A man in Lam Dong Province in the Central Highlands region of Vietnam has worked hard over the past decade to create a network of farmers with enough power to protect their own profits against large supermarket chains.
Over the past decade, Nguyen Ngoc Tuan, chairman the of Duc Trong District Farmers Association, has gained popularity in his district thanks to his work in developing a support network for 500 local potato growers to collaborate in order to ease overproduction and improve the quality and value of their crops.
Duc Trong District, approximately 30 kilometers from the provincial capital city of Da Lat, boasts the region’s largest potato farming hub.
But the success of the district’s farmers has not stopped them from encountering the same issue plaguing farmers throughout Vietnam’s rural localities: overproduction.
Since at least 2010, growers throughout Lam Dong’s agricultural districts have been dumping massive amounts of potatoes between October and April in order to prepare their land for planting other crops.

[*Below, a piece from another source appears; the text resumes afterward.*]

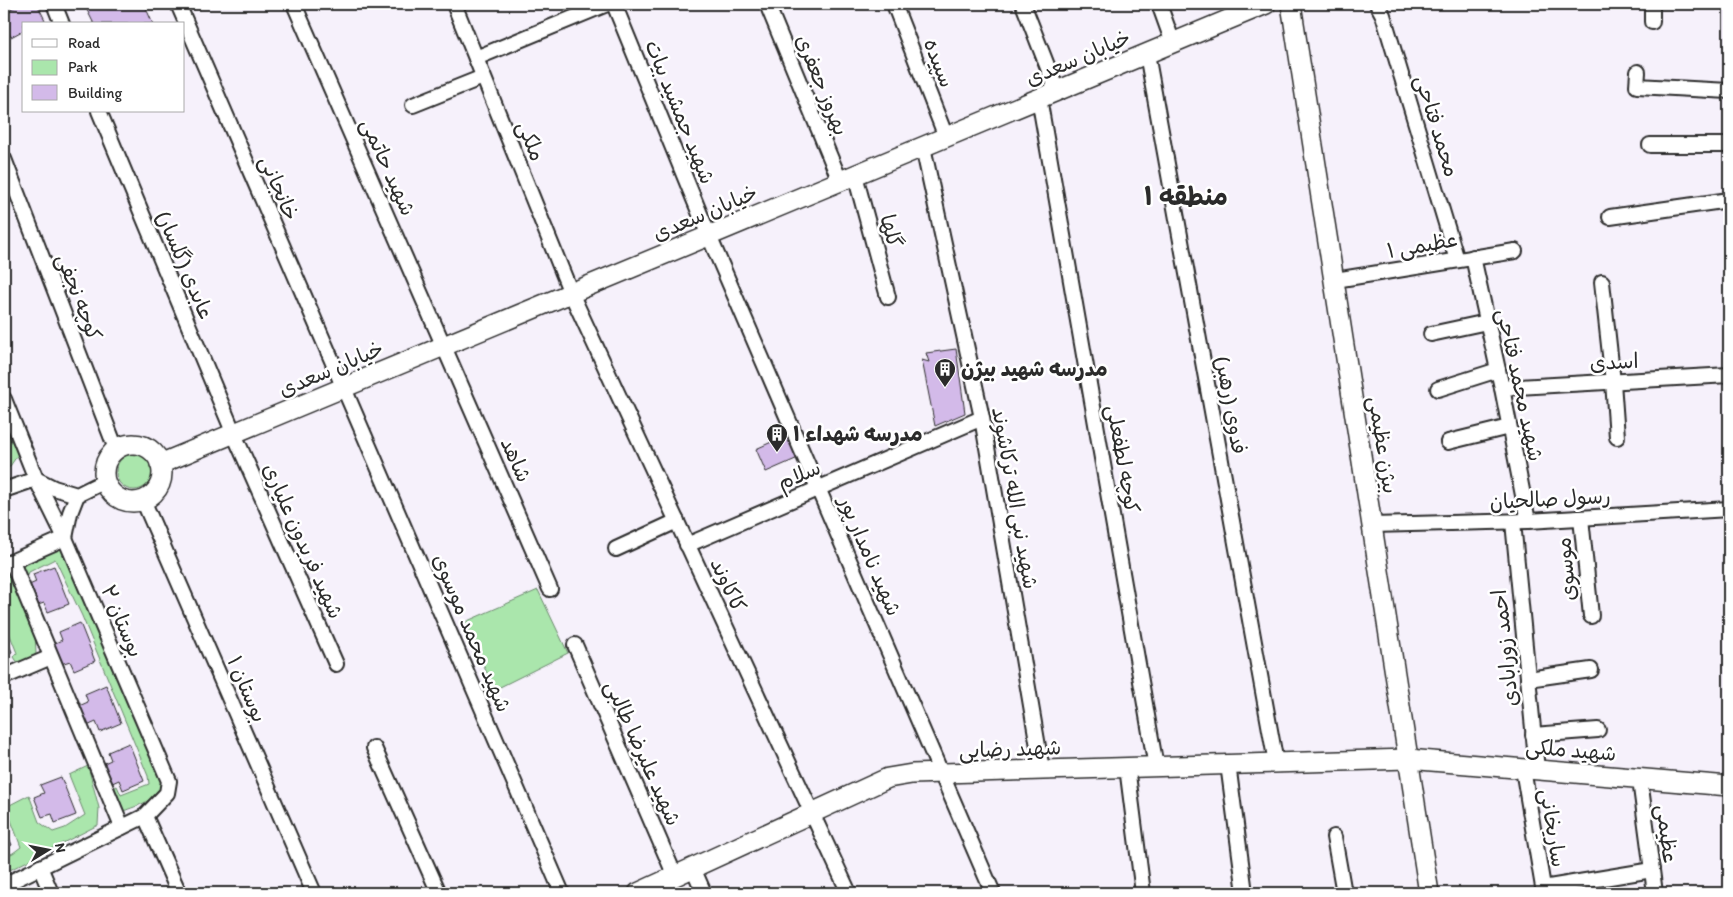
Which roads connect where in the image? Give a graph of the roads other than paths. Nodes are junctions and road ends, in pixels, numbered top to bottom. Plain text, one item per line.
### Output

Despite the relatively high value of potatoes in the local market, the costs of a proper harvest far outweigh the profits.

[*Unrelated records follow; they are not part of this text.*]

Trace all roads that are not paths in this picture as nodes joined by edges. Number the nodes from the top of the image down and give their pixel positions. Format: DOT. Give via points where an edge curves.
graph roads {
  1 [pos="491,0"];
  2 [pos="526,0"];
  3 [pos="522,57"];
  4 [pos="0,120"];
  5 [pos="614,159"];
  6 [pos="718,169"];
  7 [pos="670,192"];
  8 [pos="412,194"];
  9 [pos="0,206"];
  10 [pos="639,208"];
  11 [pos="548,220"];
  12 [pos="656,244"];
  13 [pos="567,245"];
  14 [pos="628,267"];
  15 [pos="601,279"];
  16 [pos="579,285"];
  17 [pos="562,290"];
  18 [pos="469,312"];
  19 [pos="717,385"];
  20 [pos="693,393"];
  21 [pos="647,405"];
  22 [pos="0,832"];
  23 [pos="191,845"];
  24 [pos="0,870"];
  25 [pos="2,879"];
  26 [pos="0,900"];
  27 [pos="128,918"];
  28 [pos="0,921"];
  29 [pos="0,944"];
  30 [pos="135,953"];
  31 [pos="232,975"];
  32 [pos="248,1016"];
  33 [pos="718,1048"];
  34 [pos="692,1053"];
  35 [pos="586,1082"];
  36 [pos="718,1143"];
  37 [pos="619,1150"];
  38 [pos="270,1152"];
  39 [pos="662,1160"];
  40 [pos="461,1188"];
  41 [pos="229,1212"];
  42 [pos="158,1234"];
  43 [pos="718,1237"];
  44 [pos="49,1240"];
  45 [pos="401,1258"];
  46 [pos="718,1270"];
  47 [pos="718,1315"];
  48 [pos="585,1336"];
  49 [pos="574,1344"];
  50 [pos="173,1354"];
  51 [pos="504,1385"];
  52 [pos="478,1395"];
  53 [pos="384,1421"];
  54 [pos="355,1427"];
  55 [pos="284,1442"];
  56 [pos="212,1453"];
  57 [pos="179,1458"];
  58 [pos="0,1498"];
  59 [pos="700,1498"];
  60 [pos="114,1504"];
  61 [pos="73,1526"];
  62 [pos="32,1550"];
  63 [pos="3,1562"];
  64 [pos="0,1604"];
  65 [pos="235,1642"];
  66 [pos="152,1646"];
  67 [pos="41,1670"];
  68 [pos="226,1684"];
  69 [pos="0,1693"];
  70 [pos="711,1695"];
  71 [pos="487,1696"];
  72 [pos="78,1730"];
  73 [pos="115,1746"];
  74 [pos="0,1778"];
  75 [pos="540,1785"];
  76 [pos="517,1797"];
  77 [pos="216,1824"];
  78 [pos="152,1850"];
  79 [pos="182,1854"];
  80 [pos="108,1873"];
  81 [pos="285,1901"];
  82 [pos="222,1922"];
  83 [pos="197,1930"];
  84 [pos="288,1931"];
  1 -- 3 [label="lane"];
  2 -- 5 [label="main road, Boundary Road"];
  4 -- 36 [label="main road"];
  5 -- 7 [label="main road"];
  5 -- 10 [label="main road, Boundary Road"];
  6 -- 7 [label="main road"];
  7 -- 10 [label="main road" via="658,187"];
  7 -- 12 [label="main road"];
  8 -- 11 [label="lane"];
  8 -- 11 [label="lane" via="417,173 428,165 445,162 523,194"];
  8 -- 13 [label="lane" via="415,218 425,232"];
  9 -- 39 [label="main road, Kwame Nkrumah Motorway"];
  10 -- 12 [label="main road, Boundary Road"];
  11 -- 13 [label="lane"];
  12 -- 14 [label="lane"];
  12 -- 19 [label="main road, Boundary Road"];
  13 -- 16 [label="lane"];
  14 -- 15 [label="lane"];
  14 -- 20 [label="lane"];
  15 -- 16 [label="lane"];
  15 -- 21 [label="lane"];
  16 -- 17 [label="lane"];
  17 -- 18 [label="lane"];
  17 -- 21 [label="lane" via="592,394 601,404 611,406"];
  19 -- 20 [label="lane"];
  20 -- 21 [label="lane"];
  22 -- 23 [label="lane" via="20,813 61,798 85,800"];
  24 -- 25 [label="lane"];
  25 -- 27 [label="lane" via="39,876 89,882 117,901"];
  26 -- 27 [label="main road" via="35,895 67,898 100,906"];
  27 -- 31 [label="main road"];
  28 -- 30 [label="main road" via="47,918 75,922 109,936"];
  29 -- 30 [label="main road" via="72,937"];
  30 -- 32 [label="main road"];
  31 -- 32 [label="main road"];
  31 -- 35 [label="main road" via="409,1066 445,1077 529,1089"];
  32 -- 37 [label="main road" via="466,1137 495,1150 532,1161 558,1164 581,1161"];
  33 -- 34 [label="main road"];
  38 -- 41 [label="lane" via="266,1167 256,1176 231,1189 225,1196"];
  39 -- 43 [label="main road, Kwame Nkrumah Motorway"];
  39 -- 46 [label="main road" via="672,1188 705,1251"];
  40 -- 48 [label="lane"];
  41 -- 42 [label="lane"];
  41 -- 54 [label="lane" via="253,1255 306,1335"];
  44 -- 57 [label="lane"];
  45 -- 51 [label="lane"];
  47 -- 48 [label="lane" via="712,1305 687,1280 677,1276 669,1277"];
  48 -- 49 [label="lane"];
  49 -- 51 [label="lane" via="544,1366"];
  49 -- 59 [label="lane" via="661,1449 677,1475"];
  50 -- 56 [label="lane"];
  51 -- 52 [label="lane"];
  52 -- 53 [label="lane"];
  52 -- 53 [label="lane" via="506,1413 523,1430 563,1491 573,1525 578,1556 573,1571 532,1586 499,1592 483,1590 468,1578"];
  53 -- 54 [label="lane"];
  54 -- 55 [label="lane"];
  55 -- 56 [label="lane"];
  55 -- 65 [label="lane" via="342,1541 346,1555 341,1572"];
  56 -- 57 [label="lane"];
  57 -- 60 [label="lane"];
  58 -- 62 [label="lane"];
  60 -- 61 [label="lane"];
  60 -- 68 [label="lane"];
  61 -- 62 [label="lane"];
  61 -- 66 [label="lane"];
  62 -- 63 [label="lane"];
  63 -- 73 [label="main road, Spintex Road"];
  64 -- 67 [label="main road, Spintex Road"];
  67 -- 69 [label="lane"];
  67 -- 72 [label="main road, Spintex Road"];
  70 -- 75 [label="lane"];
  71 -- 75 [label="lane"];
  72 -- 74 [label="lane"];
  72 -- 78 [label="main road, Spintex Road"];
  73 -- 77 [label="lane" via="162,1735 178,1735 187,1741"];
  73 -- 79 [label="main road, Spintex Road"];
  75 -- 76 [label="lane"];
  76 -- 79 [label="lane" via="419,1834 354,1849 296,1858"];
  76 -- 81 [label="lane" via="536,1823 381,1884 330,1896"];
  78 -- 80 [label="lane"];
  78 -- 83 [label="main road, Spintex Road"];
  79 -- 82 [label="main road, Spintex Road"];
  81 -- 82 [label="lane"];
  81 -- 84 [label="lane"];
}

“Supermarket chains have wholesale commitments and minimum quality benchmarks in place,” Tuan explained.
“Despite slumps in market prices, stores are still required to sell produce at specific rates. This means that overproduction hurts farmers’ profits without affecting supermarket profits. The farmers bear all the risk,” he said.
With the district’s annual growing area spanning more than 20,000 hectares, a mere ten percent of the total yields of over 650,000 metric tons are guaranteed by contracts.

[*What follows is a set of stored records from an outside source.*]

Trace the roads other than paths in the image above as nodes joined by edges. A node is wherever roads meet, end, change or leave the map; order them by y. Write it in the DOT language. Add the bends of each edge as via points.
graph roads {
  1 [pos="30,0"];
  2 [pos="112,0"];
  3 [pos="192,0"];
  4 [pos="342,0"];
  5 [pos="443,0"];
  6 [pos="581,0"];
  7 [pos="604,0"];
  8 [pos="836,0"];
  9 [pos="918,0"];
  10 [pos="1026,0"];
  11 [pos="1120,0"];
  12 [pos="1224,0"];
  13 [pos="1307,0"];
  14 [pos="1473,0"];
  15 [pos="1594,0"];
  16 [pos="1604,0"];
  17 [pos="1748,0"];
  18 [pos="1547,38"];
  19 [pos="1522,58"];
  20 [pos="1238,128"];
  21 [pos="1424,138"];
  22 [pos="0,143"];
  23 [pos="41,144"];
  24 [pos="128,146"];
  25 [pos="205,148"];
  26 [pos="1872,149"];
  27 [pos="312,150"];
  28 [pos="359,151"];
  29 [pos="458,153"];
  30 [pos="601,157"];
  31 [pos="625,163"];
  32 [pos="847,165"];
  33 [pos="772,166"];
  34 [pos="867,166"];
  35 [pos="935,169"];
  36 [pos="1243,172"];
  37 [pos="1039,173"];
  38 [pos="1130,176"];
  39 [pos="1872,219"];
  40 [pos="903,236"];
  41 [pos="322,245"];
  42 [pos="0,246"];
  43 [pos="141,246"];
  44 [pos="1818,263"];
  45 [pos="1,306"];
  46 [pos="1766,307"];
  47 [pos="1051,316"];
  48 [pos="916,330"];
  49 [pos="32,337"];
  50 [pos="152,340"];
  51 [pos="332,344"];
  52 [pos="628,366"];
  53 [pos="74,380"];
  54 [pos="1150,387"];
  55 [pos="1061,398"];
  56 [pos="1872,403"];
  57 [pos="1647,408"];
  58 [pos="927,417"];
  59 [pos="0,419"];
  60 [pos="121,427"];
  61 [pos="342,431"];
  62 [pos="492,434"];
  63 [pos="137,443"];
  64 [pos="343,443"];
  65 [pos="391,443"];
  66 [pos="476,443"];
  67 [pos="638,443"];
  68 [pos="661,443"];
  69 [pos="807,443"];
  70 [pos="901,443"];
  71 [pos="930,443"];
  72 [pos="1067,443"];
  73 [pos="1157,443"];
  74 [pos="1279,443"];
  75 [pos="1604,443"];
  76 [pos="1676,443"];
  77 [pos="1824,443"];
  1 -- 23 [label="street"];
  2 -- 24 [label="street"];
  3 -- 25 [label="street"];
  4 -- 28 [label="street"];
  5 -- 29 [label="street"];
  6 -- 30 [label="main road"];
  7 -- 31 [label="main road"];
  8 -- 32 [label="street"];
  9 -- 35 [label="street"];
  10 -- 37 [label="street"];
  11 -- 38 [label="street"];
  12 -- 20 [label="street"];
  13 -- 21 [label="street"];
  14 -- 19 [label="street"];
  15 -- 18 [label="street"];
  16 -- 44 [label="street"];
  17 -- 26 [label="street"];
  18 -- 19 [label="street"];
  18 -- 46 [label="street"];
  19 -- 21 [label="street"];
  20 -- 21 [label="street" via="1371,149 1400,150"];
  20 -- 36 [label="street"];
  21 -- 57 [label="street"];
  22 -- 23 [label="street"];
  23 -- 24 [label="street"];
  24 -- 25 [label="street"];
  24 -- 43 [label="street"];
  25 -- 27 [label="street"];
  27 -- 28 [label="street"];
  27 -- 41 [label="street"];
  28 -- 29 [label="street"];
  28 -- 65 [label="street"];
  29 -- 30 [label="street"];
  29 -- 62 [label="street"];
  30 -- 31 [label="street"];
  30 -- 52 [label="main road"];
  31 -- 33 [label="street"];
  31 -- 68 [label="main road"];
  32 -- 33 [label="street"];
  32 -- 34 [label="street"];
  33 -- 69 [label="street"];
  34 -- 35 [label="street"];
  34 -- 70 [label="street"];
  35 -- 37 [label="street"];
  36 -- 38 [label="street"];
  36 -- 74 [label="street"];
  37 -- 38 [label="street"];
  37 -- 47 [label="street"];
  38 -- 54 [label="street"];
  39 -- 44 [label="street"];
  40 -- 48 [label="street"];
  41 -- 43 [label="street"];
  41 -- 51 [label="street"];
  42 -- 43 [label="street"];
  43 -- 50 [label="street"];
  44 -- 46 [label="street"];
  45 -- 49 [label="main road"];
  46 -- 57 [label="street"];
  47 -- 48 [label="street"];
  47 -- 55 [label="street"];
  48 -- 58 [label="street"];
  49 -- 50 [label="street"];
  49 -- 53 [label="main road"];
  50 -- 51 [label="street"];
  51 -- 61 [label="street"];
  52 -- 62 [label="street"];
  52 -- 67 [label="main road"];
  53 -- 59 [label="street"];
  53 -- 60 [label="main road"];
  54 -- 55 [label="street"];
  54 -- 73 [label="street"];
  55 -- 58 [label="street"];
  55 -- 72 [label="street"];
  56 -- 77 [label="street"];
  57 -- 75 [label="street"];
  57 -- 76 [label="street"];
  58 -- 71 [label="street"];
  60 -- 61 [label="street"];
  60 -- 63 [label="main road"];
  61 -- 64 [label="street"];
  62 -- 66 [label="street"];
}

The remaining crops are optioned through deals made orally and backed by little more than a handshake.
The situation means traders are consistently able to buy low and sell high while farmers are left exposed to heavy losses once overproduction causes prices to collapse.
In his efforts to protect farmers, Tuan drafted an in-depth report detailing the situation and began work on an initiative that would create a network for the area’s farmers and standardize their production process in order to minimize overproduction and keep prices steady.
Giving power to the farmers
Tuan’s work, though overall a success, comes with a long list of setbacks.
When he first began enlisting farmers into the network, he was bombarded with negativity from opponents.
The most common critique was that prices in the network remained low despite the power they hoped working as a collective would entail.
Still, the majority of farmers were appreciative of attempts to stabilize profits against fluctuating market prices.
“Farmers remained the most overlooked group in the supply chain despite having the most critical role. If thousands of farmers team up and form a thorough production plan, they can certainly secure a strong foothold in the market,” Tuan said.
Nguyen Manh Dat, a farmer from the district’s Phu Hoi Ward, admitted that he and other local farmers were anxious when Tuan first pitched them his plan but were quickly convinced when 40 households sold out their entire crop the following year.
Part of his success was working with farmers to market their products to potato chip producers and food processors.
In 2015, around 50 households in the area landed a contract with a large Korean food maker through the district’s Farmer Association.
Within a year, the initial 20 hectares of potato crops included in the original contract swelled to 50 hectares and, five years later, over 500 farming households now participate in the program.
“According to potato processors in Vietnam, the current factory capacity is operating at just 40 percent and they need to reach out to other countries to meet their needs. This means our farmers can produce more and still not worry about overproduction,” Tuan shared.
|Farmers who take part in Nguyen Ngoc Tuan’s potato networking program to supply for processing plants are happy with their produce in Lam Dong Province in Vietnam’s Central Highlands. Photo: Mai Vinh / Tuoi Tre|
New varieties, new hopes
According to Tuan, the Atlantic potatoes, a staple in Lam Dong Province, are highly prone to phytophthora blight, a plant disease that damages the root, crown, and fruit in about 30 percent of potato crops.
“The damage is taking a toll on the farmers’ profits. Without a solution, the farmers will continue to sustain heavy losses and the network will give way,” he stressed.
In 2017, Tuan suggested to the Korean food maker that a phytophthora blight-resistant variety of potato be used in their production process.
Four months later, the province began producing Doobak potatoes. Not only are Doobak resistant to the disease, but they also produce 28 metric tons of potatoes per hectare, an increase of eight metric tons compared to Atlantic potatoes.
“The key to our success is sustaining farmer trust and ensuring long term benefits to farmers,” Tuan said, adding that fertilizer producers now allow farmers to pay for the purchases later, which helps cut costs.
Despite tremendous success in matching farmers with buyers, Tuan has never grown a potato for fear that owning his own farm might affect farmer profits.
He shared his plans to engage farmers from the K’Ho and Chu Ru minorities groups residing in the locality and neighboring district of Don Duong in another networking program to farm organic rice and vegetables on a 200-hectare plot, adding that he’s received a wholesale offer from a business which would also build a pre-processing plant in the production zone.